I'll take a chain-smoking cynical octogenarian over capped teeth and muscles any day. Here is heroism we can all achieve.
Chin is Grandma to David (Mason Yam) and mother to son Howard (Eddie Yu) who wants her to move in with the family to keep her close and save the family money. But Grandma likes her apartment in the city, and her independence, and so takes her life savings and follows the advice of her fortune teller, hopping on one of those sad pensioner casino tour busses.
She does become lucky grandma indeed as the numbers, the cards and the wheel all seem to go her way, and a big stack of chips banks up in front of her.
But suddenly Grandma's luck changes and the chips disappear. However, on the bus home, her seat-mate stops breathing and his travel bag stuffed with cash literally falls in her lap from the overhead compartment. Talk about lucky.
The money it seems is mixed up with competing Chinatown Triad gangs, and the next day two wannabe-Triad hoodlums Pock-Mark (Woody Fu) and Little Handsome (Michael Tow) turn up at her door to shake Grandma down.
For protection, Grandma turns to the head of the Red Dragon gang (Yan Xi) who offers her the services of Big Pong (Hsiao-Yuan Ha) whose services begin with accompanying Grandma to the hairdresser and supermarket, but soon Big Pong starts seriously earning his money, as something of a gang war ensues.
Tsai Chin has had a long and distinguished career, notable to Aussie audiences with films like The Joy Luck Club and Memoirs of a Geisha, two James Bond films - You Only Live Twice and Casino Royale - and the original Fu Manchu films from the 60s.

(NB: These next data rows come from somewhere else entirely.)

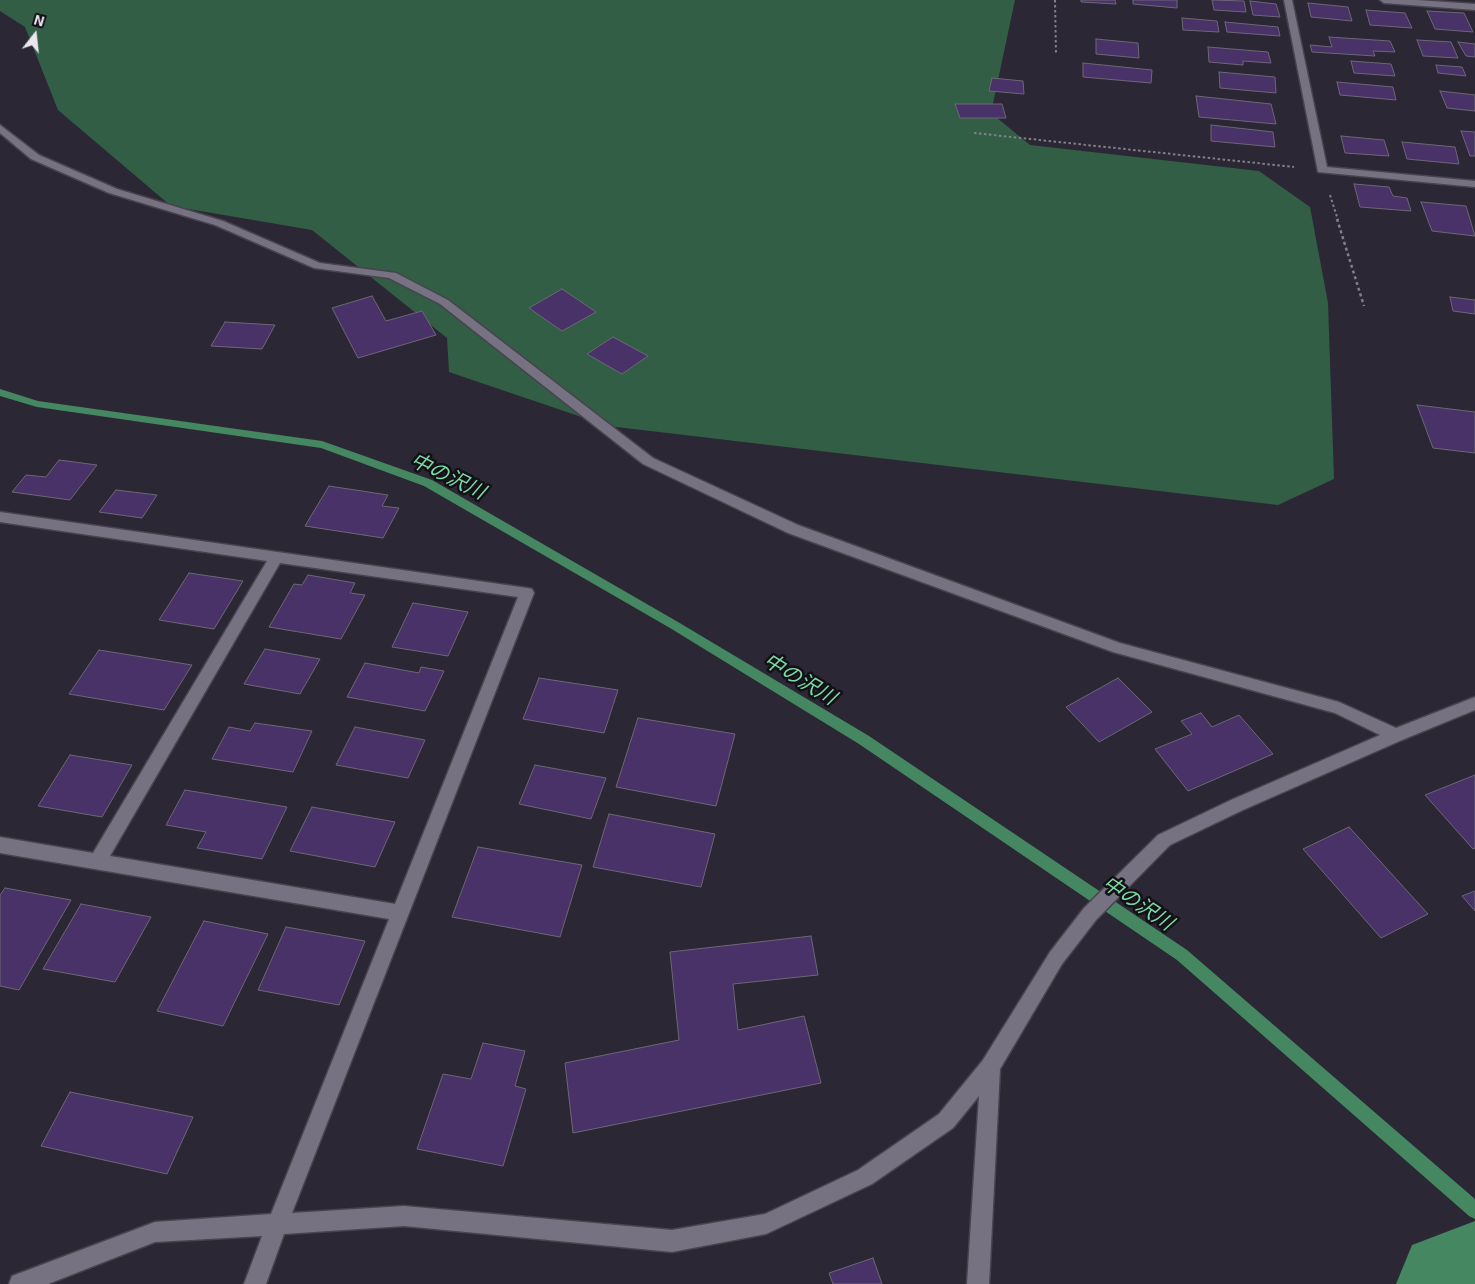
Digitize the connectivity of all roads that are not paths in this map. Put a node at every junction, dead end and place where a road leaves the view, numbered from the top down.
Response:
1 (1288, 0) edge
2 (1384, 0) edge
3 (1425, 2) edge
4 (1475, 7) edge
5 (0, 128) edge
6 (1475, 184) edge
7 (0, 517) edge
8 (276, 557) junction
9 (1475, 703) edge
10 (1396, 735) junction
11 (0, 845) edge
12 (98, 862) junction
13 (400, 913) junction
14 (990, 1067) junction
15 (277, 1224) junction
16 (20, 1284) edge
17 (255, 1284) edge
18 (978, 1284) edge

1 - 6 street
2 - 3 street
3 - 4 street
5 - 10 street
7 - 8 street
8 - 12 street
8 - 13 street
9 - 10 street
10 - 14 street
11 - 12 street
12 - 13 street
13 - 15 street
14 - 15 street
14 - 18 street
15 - 16 street
15 - 17 street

But it took the pairing of Chinese-American first-time director Sasie Sealy and writing partner Angela Chang to build this late-career bravura role that ought to see Chin with a pile of big Hollywood scripts to read in the coming year.

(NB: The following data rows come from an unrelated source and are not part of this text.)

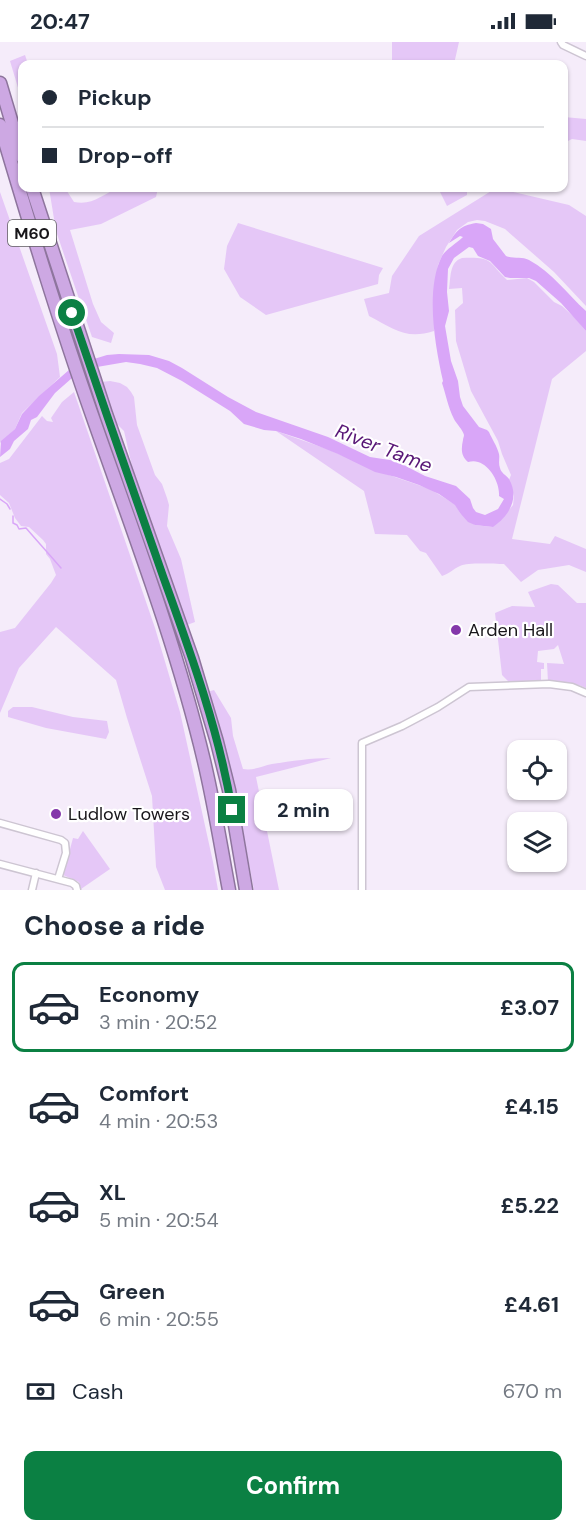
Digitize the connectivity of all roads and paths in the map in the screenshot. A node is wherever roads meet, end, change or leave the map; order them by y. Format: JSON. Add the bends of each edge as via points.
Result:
{"nodes":[{"id":1,"x":561,"y":42,"type":"edge"},
{"id":2,"x":586,"y":56,"type":"edge"},
{"id":3,"x":0,"y":83,"type":"edge"},
{"id":4,"x":0,"y":125,"type":"edge"},
{"id":5,"x":18,"y":144,"type":"edge"},
{"id":6,"x":18,"y":186,"type":"edge"},
{"id":7,"x":20,"y":192,"type":"edge"},
{"id":8,"x":33,"y":192,"type":"edge"},
{"id":9,"x":586,"y":693,"type":"edge"},
{"id":10,"x":0,"y":823,"type":"edge"},
{"id":11,"x":0,"y":864,"type":"edge"},
{"id":12,"x":36,"y":873,"type":"junction"},
{"id":13,"x":58,"y":879,"type":"junction"},
{"id":14,"x":32,"y":890,"type":"edge"},
{"id":15,"x":77,"y":890,"type":"edge"},
{"id":16,"x":229,"y":890,"type":"edge"},
{"id":17,"x":246,"y":890,"type":"edge"},
{"id":18,"x":362,"y":890,"type":"edge"}],
"edges":[{"from":1,"to":2,"type":"street"},
{"from":3,"to":5,"type":"highway"},
{"from":4,"to":6,"type":"highway","number":"M60"},
{"from":7,"to":16,"type":"highway","number":"M60","via":[[183,684],[212,793]]},
{"from":8,"to":17,"type":"highway","number":"M60","via":[[192,658],[229,790]]},
{"from":9,"to":18,"type":"street","via":[[549,684],[468,687],[438,707],[362,743]]},
{"from":10,"to":13,"type":"street","via":[[65,843]]},
{"from":11,"to":12,"type":"street"},
{"from":12,"to":13,"type":"street"},
{"from":12,"to":14,"type":"street"},
{"from":13,"to":15,"type":"street","via":[[72,883]]}]}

Part of this film's charm, for older viewers and cineasts, are the familiar notes it sounds, tunes reminiscent of favourite films of yore.
With her cynical eye squint and myopic stumble from hijinks to action scene, Grandma has the air of Mr Hulot, or Mr Magoo. With that same cynical squint and surly demeanour, she gives off a strong Tati Danielle vibe.
She reminds me of my own grandma who left my grandfather the day their children all had left high school and spent the next 40 years in Sydney tending bar, hosting gentlemen callers, slugging back bourbon like it was multivitamin, and crooning along to Deano.
I hope I can be as cynical and carbon-fibre tough in my elder years.
The filmmakers strike just the right tone of independent comedy quirky, throwing comedy and surrealism against actual-stakes violence and drama. It asks its viewers to think twice about the marginalised old victims we usually see in the senior roles on our screens, and in our own neighbourhoods.